Kaleo currently utilizes several 3rd-party security vendors to perform daily automated scans on the site from the outside and test for any known vulnerabilities. A manual penetration test is performed annually.

Software Development Lifecycle

Kaleo's SLDC is an Agile process based on industry best-practices (OWASP, CMM). Development is done on Github with Pull Requests for code reviews. Linters (es-lint, etc) are used to enforce code style. Security reviews are an integral part of the Code Review process, and automated unit/functional/integration tests are written for every feature, and static analysis is done as part of a Continuous Integration / Continuous Delivery process.

Personally Identifiable Information (PII) Collection

Kaleo collects PII from all users of the Kaleo system. This is either entered by the user directly, or collected in an automated way via integrations to corporate identity providers, such as Microsoft Active Directory or LDAP systems. The information collected could include:

  • Email

  • Hashed Password (for Kaleo application login only and only stored in Kaleo if using Kaleo security for app login; not stored if using SSO as SSO passwords are never stored in Kaleo).

  • Name

  • Job Title

  • Location

  • Department

  • Phone Number

Kaleo also collects activity information derived from the user’s activity within the software. Some of this information is stored in server logs that are routinely deleted after a period of time. Other information is stored as a permanent record of activity within the Kaleo system. The exact activity data collected will change over time as product features are added, changed, or removed, but could include:

  • IP address

  • Web Browser User Agent

  • Kaleo Web Page URLs accessed

  • Question/Answer Views

  • Question/Answer Votes

  • Searches Within System

  • Usage of System Features (posting of Questions, Answers, Comments, screencasts, etc.)

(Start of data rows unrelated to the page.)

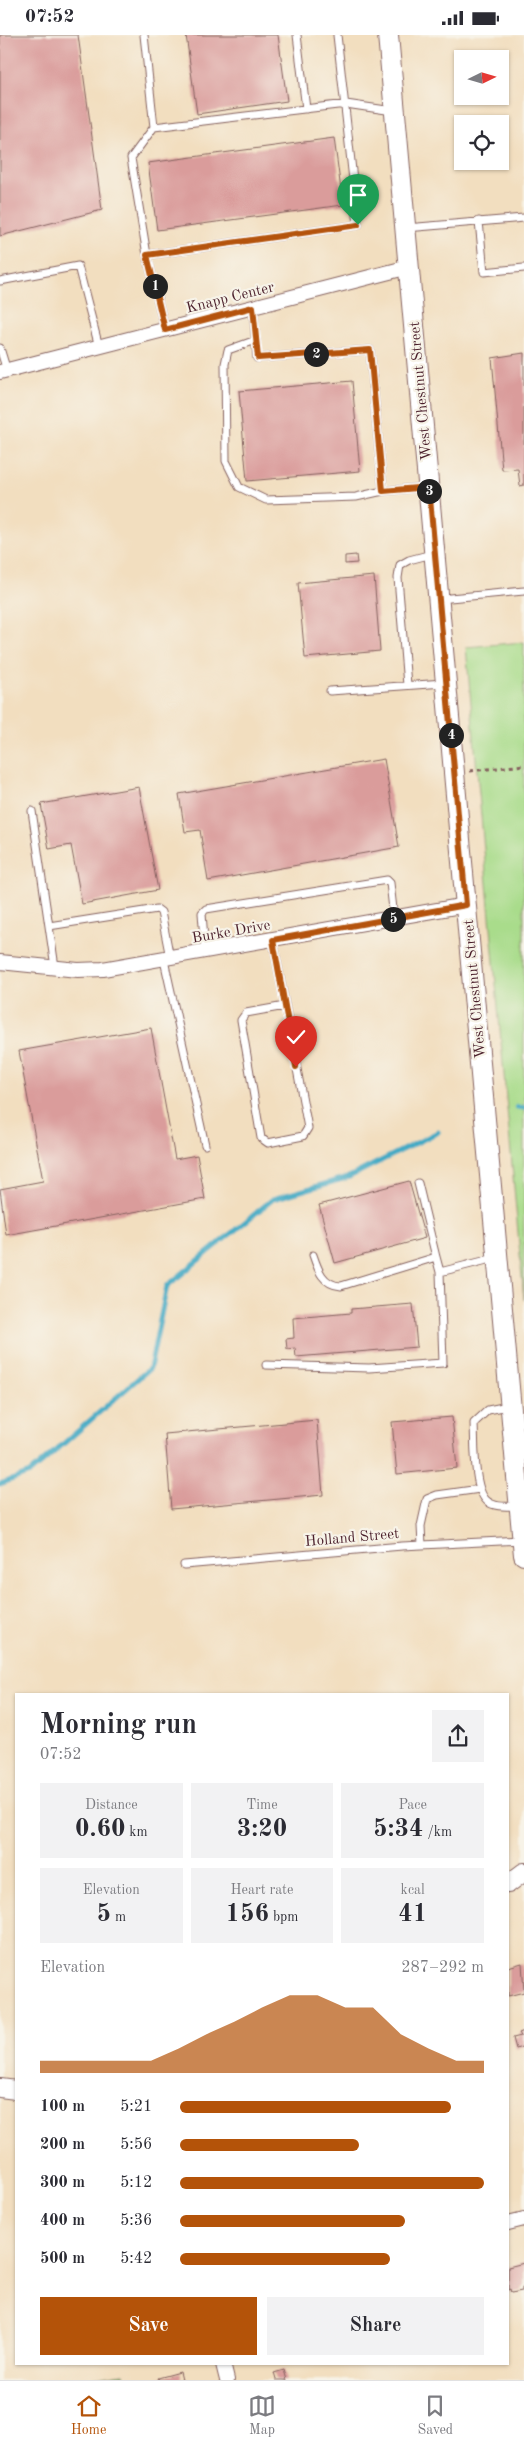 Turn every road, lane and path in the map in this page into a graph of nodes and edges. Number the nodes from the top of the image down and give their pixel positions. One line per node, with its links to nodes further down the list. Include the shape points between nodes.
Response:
1 (144, 35): 8 (lane)
2 (297, 35): 6 (lane)
3 (337, 35): 5 (lane)
4 (388, 35): 7 (main road, West Chestnut Street)
5 (346, 104): 6 (lane); 7 (lane); 12 (lane, via 358,225)
6 (306, 109): 8 (lane)
7 (395, 111): 11 (main road, West Chestnut Street)
8 (154, 127): 12 (lane, via 132,158)
9 (524, 218): 10 (lane)
10 (479, 221): 11 (lane); 14 (lane, via 484,272)
11 (406, 227): 13 (main road, West Chestnut Street)
12 (147, 255): 17 (lane)
13 (409, 267): 16 (street, Knapp Center); 22 (main road, West Chestnut Street)
14 (524, 269)
15 (0, 281): 19 (lane, via 78,266)
16 (253, 307): 17 (street, Knapp Center); 18 (lane)
17 (165, 330): 19 (street, Knapp Center)
18 (256, 340): 23 (lane, via 258,358 370,350); 23 (lane, via 228,350 225,363 226,461 239,487 266,500 356,497)
19 (99, 347): 21 (street, Knapp Center)
20 (0, 348): 21 (lane)
21 (3, 371)
22 (429, 487): 23 (lane); 24 (main road, West Chestnut Street)
23 (383, 491)
24 (435, 554): 26 (main road, West Chestnut Street); 28 (lane, via 400,565 398,578)
25 (524, 591): 26 (lane)
26 (439, 599): 27 (main road, West Chestnut Street)
27 (447, 683): 28 (lane); 31 (main road, West Chestnut Street)
28 (407, 685): 29 (lane)
29 (330, 691)
30 (524, 765): 31 (path)
31 (455, 773): 33 (main road, West Chestnut Street)
32 (32, 811): 35 (lane)
33 (466, 905): 34 (street, Burke Drive); 46 (main road, West Chestnut Street)
34 (394, 918): 36 (street, Burke Drive); 37 (lane, via 387,880 206,909 202,913)
35 (49, 926): 38 (lane, via 157,909 161,912); 40 (lane)
36 (273, 940): 37 (street, Burke Drive); 41 (lane)
37 (205, 952): 38 (street, Burke Drive)
38 (167, 959): 40 (street, Burke Drive, via 97,969); 42 (lane)
39 (0, 962): 40 (street, Burke Drive)
40 (55, 967)
41 (285, 1006): 41 (lane, via 308,1128 302,1136 268,1143 262,1138 241,1020 246,1013)
42 (205, 1145)
43 (418, 1183): 45 (lane)
44 (313, 1255): 45 (lane, via 324,1279 332,1285 341,1286)
45 (436, 1257): 47 (lane)
46 (498, 1257): 47 (lane); 49 (main road, West Chestnut Street)
47 (440, 1271): 48 (lane, via 443,1363 369,1368)
48 (266, 1365)
49 (511, 1405): 50 (lane, via 488,1410 474,1423); 51 (main road, West Chestnut Street)
50 (480, 1489): 51 (lane, via 486,1500 494,1505); 52 (lane, via 427,1499 421,1526)
51 (520, 1506): 53 (main road, West Chestnut Street)
52 (422, 1545): 53 (lane, Holland Street); 54 (lane, Holland Street)
53 (523, 1547)
54 (184, 1565)
55 (524, 1872): 56 (street)
56 (509, 1883)
57 (0, 2088): 58 (street)
58 (15, 2090)
59 (524, 2219): 60 (street)
60 (509, 2223)
61 (222, 2365): 62 (street)
62 (227, 2380)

Data Locality, Retention, and Destruction Policies

For Kaleo customers under a valid service agreement, all data submitted by the customer and their users to the Kaleo system is stored in several places:

Permanent Storage

  • Amazon RDS Postgres Database [US-East, USA] (Text data entered into the Kaleo system)

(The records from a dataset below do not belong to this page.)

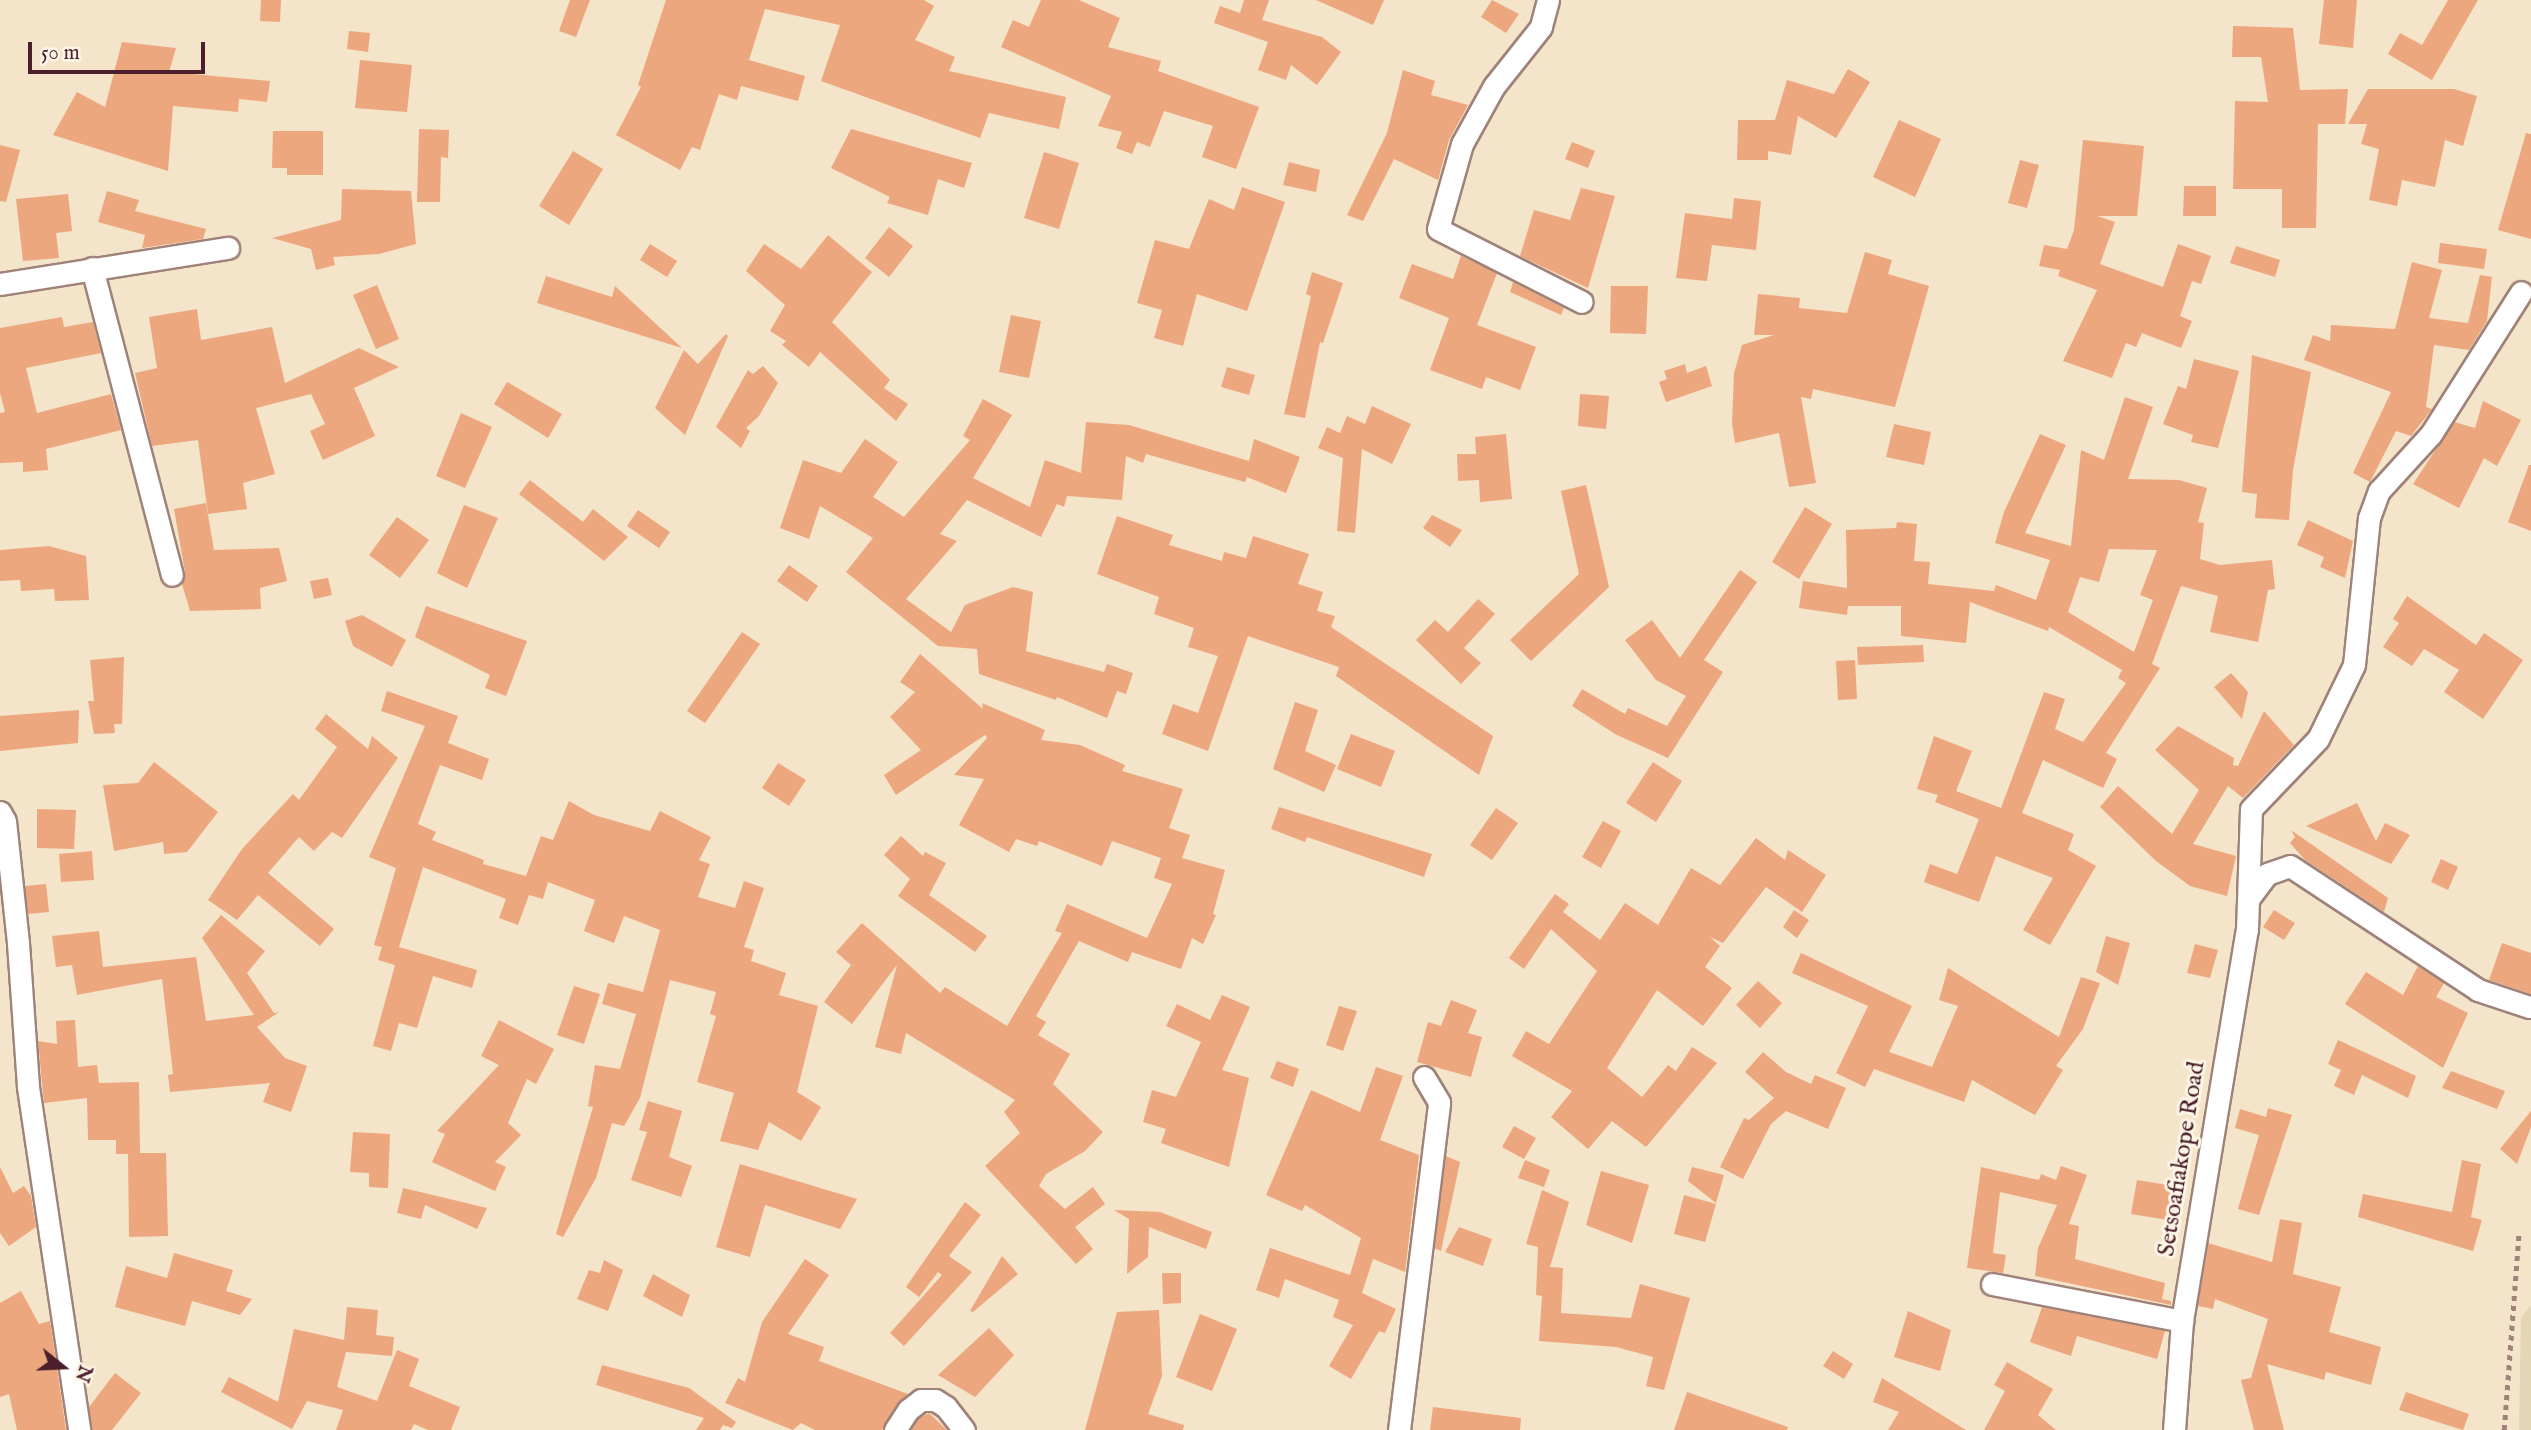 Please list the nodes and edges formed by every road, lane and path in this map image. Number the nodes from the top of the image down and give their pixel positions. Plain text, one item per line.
1 (1548, 0) edge
2 (228, 248) dead end
3 (92, 268) junction
4 (0, 284) edge
5 (2521, 292) dead end
6 (1582, 302) dead end
7 (172, 575) dead end
8 (0, 813) edge
9 (2249, 898) junction
10 (2529, 1007) dead end
11 (1424, 1077) dead end
12 (2519, 1232) dead end
13 (1992, 1284) dead end
14 (2182, 1321) junction
15 (79, 1430) edge
16 (895, 1430) edge
17 (964, 1430) edge
18 (1399, 1430) edge
19 (2174, 1430) edge
20 (2504, 1430) edge

1 - 6 street
2 - 3 street
3 - 4 street
3 - 7 street
5 - 9 street, Setsoafiakope Road
8 - 15 street
9 - 10 street
9 - 14 street, Setsoafiakope Road
11 - 18 street
12 - 20 path
13 - 14 street
14 - 19 street, Setsoafiakope Road
16 - 17 street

  • Amazon S3 [Multi-region USA] (Document, Images, Videos, Screencasts uploaded to the Kaleo system)

  • Elastic Search [US-East, USA] (Text data is indexed for search features)

Temporary Storage

  • Amazon CloudWatch [USA] (System logs, scrubbed of passwords/API tokens/etc, stored for 1 year)

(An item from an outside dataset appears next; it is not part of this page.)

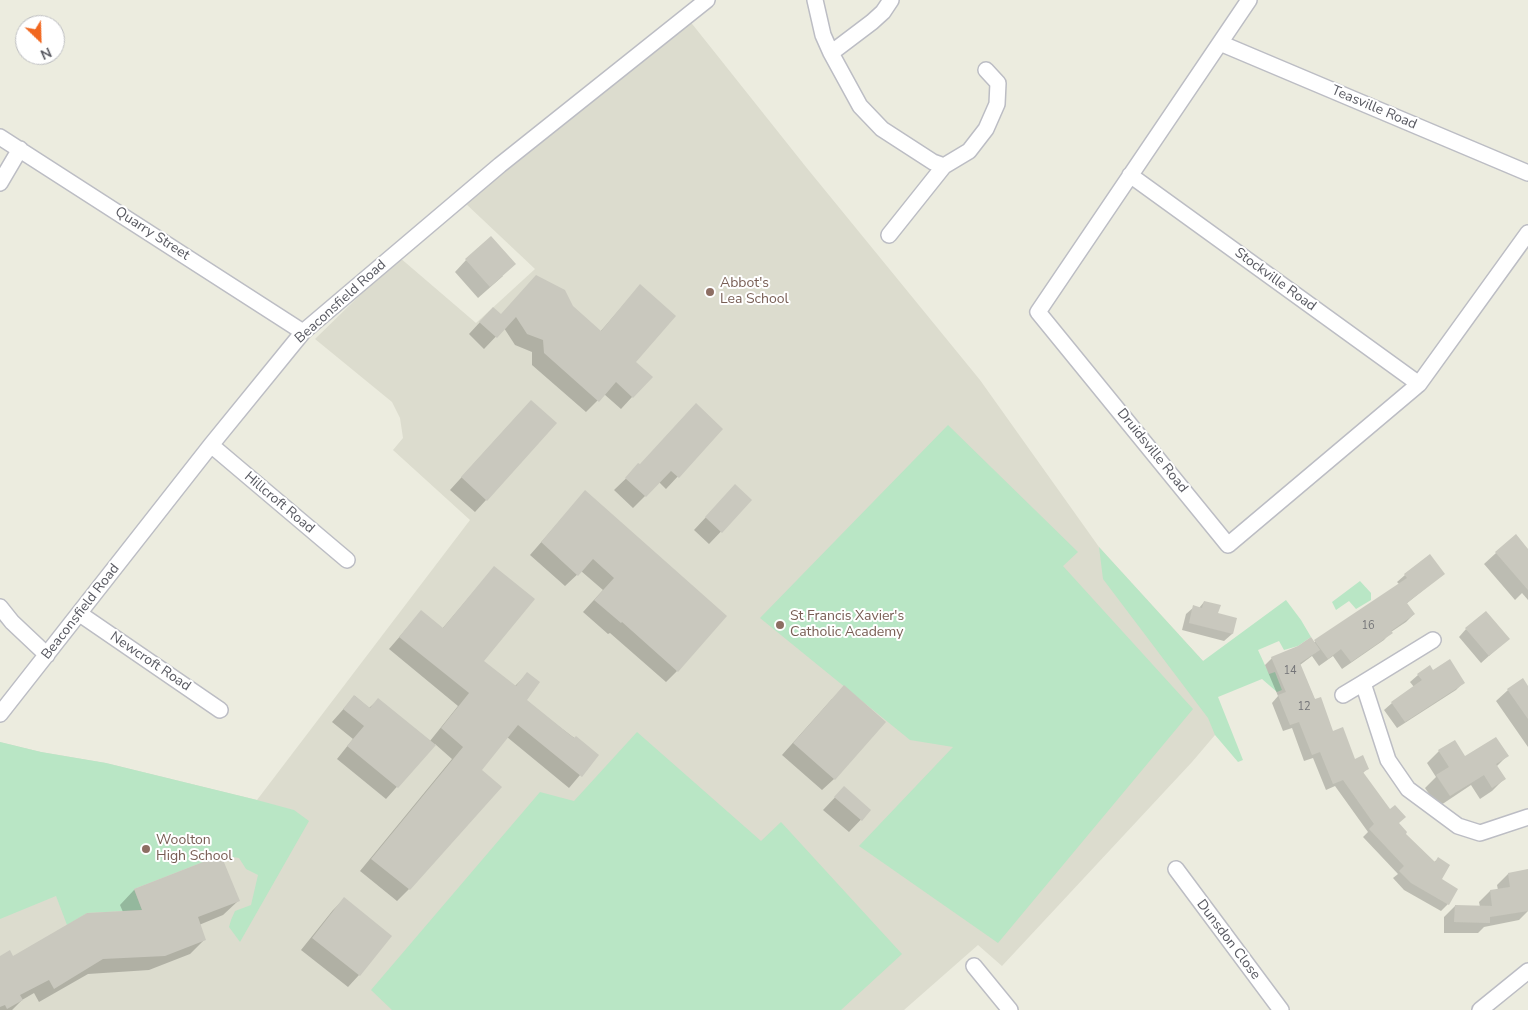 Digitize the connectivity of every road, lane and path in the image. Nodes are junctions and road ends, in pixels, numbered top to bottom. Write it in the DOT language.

  • Amazon CloudTrail [USA] (System audit logs of all administrative actions, stored for 5 years)

  • Amazon Database Backups [USA] (Rolling backups are stored for up to 1 year)

  • Analytics [USA] (Application usage analytics, stored for up to 5 years)

Ephemeral Storage

  • Amazon ElastiCache [US-East, USA] (Cache of frequently accessed content for performance, 30 days max)

Retention

Kaleo will retain customer data for as long as a customer has a valid services agreement. Metadata (logs, analytics) are stored for up to 5 years.

Destruction

Upon customer request, Kaleo will destroy all customer data. Kaleo will:

  • Delete customer's Postgres Schema and all backups

  • Delete customer's S3 Objects, Versions, and finally Bucket

  • Delete customer's Elastic Search Index

Note that Kaleo will issue the necessary DELETE commands to Amazon, but we rely on Amazon to actually delete the data from their physical systems. Also note that all customer data is stored encrypted-at-rest using Amazon's KMS encryption technology.

Other metadata pertaining to the customer may still be retained, such as audit logs, web access logs, and analytics. However, to the extent that any of this data contains Personally Identifiable Information, it is an internal Kaleo user_id, and once the customer database has been destroyed, the mapping of that user_id to a specific identifiable person is lost.